_WHAT IS REQUIRED_
In the listing below, count the lines containing the string "Ordoñez" and state only the number.

------------------------------------------------

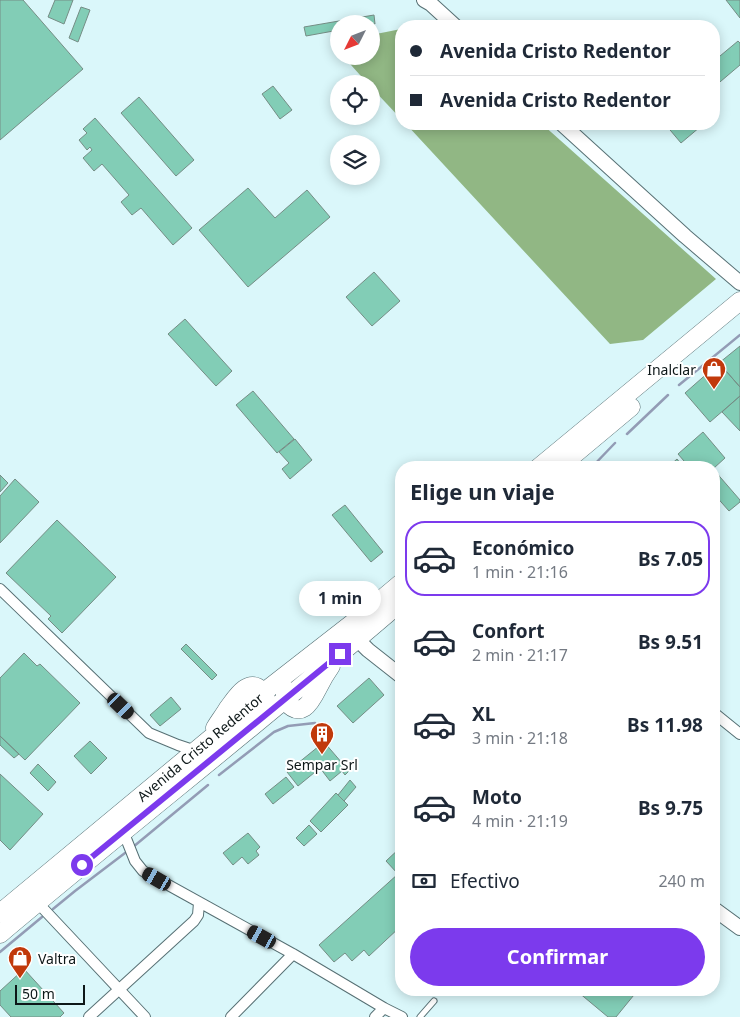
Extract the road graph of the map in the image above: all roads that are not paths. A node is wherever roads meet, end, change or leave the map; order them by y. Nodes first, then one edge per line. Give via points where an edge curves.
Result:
1 (424, 0) edge
2 (448, 20) edge
3 (569, 130) edge
4 (740, 283) edge
5 (740, 301) edge
6 (740, 316) edge
7 (546, 461) edge
8 (566, 461) edge
9 (395, 588) edge
10 (0, 589) edge
11 (395, 607) edge
12 (364, 614) junction
13 (357, 639) junction
14 (395, 671) edge
15 (264, 694) junction
16 (284, 700) junction
17 (720, 718) edge
18 (740, 734) edge
19 (201, 754) junction
20 (123, 831) junction
21 (37, 902) junction
22 (199, 903) junction
23 (720, 913) edge
24 (0, 914) edge
25 (740, 928) edge
26 (0, 934) edge
27 (293, 954) junction
28 (119, 989) junction
29 (434, 1001) dead end
30 (384, 1008) junction
31 (89, 1017) edge
32 (145, 1017) edge
33 (231, 1017) edge
34 (375, 1017) edge
35 (402, 1017) edge
36 (420, 1017) edge

1 - 2 street
3 - 4 street
5 - 7 highway
6 - 8 highway
9 - 12 highway, Avenida Cristo Redentor
10 - 19 street via 149,733
11 - 13 highway
12 - 15 highway, Avenida Cristo Redentor
12 - 16 highway via 346,635 291,683
13 - 14 street
13 - 16 highway via 340,654 305,708 293,708
15 - 19 highway via 266,706 226,740
15 - 19 highway via 252,686 240,692 215,727
16 - 19 highway, Avenida Cristo Redentor
17 - 18 street
19 - 20 highway, Avenida Cristo Redentor
19 - 24 highway, Avenida Cristo Redentor
20 - 21 highway, Avenida Cristo Redentor
20 - 22 street via 135,861 143,871
21 - 26 highway, Avenida Cristo Redentor
21 - 28 street
22 - 27 street
22 - 28 street via 194,921
23 - 25 street
27 - 30 street
27 - 33 street
28 - 31 street
28 - 32 street
29 - 36 lane
30 - 34 street
30 - 35 street

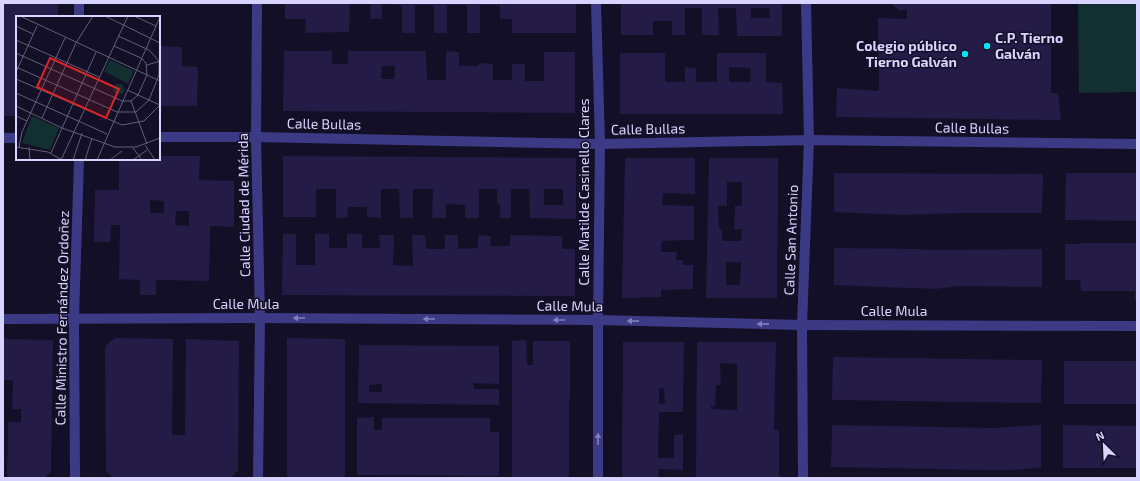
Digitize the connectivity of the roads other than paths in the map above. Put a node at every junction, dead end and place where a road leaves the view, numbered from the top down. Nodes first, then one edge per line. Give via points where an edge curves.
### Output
1 (79, 3) edge
2 (257, 3) edge
3 (596, 3) edge
4 (806, 3) edge
5 (79, 16) edge
6 (160, 137) edge
7 (256, 137) junction
8 (3, 138) edge
9 (16, 138) edge
10 (809, 140) junction
11 (600, 144) junction
12 (1137, 144) edge
13 (79, 160) edge
14 (260, 318) junction
15 (3, 319) edge
16 (74, 319) junction
17 (598, 320) junction
18 (802, 325) junction
19 (1137, 326) edge
20 (75, 478) edge
21 (258, 478) edge
22 (598, 478) edge
23 (803, 478) edge

1 - 5 street
2 - 7 street, Calle Ciudad de Mérida
3 - 11 street, Calle Matilde Casinello Clares
4 - 10 street, Calle San Antonio
6 - 7 street, Calle Bullas
7 - 11 street, Calle Bullas
7 - 14 street, Calle Ciudad de Mérida
8 - 9 street
10 - 11 street, Calle Bullas
10 - 12 street, Calle Bullas
10 - 18 street, Calle San Antonio
11 - 17 street, Calle Matilde Casinello Clares
13 - 16 street, Calle Ministro Fernández Ordoñez
14 - 16 street, Calle Mula
17 -> 14 street, Calle Mula
14 - 21 street, Calle Ciudad de Mérida
15 - 16 street, Calle Mula
16 - 20 street, Calle Ministro Fernández Ordoñez
18 -> 17 street, Calle Mula
22 -> 17 street, Calle Matilde Casinello Clares
18 - 19 street, Calle Mula
18 - 23 street, Calle San Antonio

------------------------------------------------

_ANSWER TO THIS EXERCISE_
2